▶ [DATA TO PROCESS]:
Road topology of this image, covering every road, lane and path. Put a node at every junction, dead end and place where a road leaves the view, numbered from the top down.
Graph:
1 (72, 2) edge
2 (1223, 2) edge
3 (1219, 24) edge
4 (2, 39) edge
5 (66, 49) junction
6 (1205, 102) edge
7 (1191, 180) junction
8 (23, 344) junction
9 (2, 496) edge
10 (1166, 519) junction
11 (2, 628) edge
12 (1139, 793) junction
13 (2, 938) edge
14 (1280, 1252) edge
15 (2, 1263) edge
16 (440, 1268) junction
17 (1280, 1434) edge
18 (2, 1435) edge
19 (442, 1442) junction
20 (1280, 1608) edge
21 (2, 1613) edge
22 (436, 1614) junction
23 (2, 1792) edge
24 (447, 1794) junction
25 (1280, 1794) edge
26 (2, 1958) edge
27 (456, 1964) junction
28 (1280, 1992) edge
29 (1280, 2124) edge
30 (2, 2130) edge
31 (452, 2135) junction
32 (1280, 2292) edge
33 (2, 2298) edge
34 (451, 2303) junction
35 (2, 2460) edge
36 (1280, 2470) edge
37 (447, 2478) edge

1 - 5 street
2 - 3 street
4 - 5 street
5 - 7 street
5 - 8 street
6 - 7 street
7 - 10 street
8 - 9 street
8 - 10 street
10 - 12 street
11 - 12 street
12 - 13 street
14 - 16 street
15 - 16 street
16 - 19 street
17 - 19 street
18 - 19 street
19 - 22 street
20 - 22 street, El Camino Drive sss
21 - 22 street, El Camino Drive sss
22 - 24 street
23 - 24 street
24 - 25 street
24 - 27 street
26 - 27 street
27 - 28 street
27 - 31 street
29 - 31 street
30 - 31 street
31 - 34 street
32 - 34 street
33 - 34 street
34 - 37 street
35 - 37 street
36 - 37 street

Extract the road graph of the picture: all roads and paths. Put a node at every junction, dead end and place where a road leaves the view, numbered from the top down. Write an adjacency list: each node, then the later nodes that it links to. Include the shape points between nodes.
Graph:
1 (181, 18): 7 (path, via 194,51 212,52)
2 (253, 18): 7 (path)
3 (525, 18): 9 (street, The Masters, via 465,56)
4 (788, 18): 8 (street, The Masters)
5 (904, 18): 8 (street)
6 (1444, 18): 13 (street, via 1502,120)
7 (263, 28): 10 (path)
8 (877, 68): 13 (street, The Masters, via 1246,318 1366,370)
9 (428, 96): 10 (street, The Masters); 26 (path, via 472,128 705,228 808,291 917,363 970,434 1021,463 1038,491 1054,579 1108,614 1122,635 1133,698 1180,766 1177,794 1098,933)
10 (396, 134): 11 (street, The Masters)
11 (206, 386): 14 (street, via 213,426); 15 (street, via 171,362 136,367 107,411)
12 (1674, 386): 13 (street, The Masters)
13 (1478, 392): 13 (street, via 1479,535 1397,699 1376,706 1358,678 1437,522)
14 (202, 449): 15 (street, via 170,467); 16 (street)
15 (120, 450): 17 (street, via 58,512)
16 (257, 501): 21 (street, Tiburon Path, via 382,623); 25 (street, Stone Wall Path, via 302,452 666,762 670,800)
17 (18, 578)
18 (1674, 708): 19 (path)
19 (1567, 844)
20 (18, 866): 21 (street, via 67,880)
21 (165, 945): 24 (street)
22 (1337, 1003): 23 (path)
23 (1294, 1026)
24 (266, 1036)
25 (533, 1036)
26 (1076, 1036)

▶ [EXERCISE GOAL]: Each line from the start of the listing through the line with "Extract the road" is to be restated verbatim, both ends included.

▶ [WRITTEN SOLUTION]:
Road topology of this image, covering every road, lane and path. Put a node at every junction, dead end and place where a road leaves the view, numbered from the top down.
Graph:
1 (72, 2) edge
2 (1223, 2) edge
3 (1219, 24) edge
4 (2, 39) edge
5 (66, 49) junction
6 (1205, 102) edge
7 (1191, 180) junction
8 (23, 344) junction
9 (2, 496) edge
10 (1166, 519) junction
11 (2, 628) edge
12 (1139, 793) junction
13 (2, 938) edge
14 (1280, 1252) edge
15 (2, 1263) edge
16 (440, 1268) junction
17 (1280, 1434) edge
18 (2, 1435) edge
19 (442, 1442) junction
20 (1280, 1608) edge
21 (2, 1613) edge
22 (436, 1614) junction
23 (2, 1792) edge
24 (447, 1794) junction
25 (1280, 1794) edge
26 (2, 1958) edge
27 (456, 1964) junction
28 (1280, 1992) edge
29 (1280, 2124) edge
30 (2, 2130) edge
31 (452, 2135) junction
32 (1280, 2292) edge
33 (2, 2298) edge
34 (451, 2303) junction
35 (2, 2460) edge
36 (1280, 2470) edge
37 (447, 2478) edge

1 - 5 street
2 - 3 street
4 - 5 street
5 - 7 street
5 - 8 street
6 - 7 street
7 - 10 street
8 - 9 street
8 - 10 street
10 - 12 street
11 - 12 street
12 - 13 street
14 - 16 street
15 - 16 street
16 - 19 street
17 - 19 street
18 - 19 street
19 - 22 street
20 - 22 street, El Camino Drive sss
21 - 22 street, El Camino Drive sss
22 - 24 street
23 - 24 street
24 - 25 street
24 - 27 street
26 - 27 street
27 - 28 street
27 - 31 street
29 - 31 street
30 - 31 street
31 - 34 street
32 - 34 street
33 - 34 street
34 - 37 street
35 - 37 street
36 - 37 street

Extract the road graph of the picture: all roads and paths. Put a node at every junction, dead end and place where a road leaves the view, numbered from the top down. Write an adjacency list: each node, then the later nodes that it links to. Include the shape points between nodes.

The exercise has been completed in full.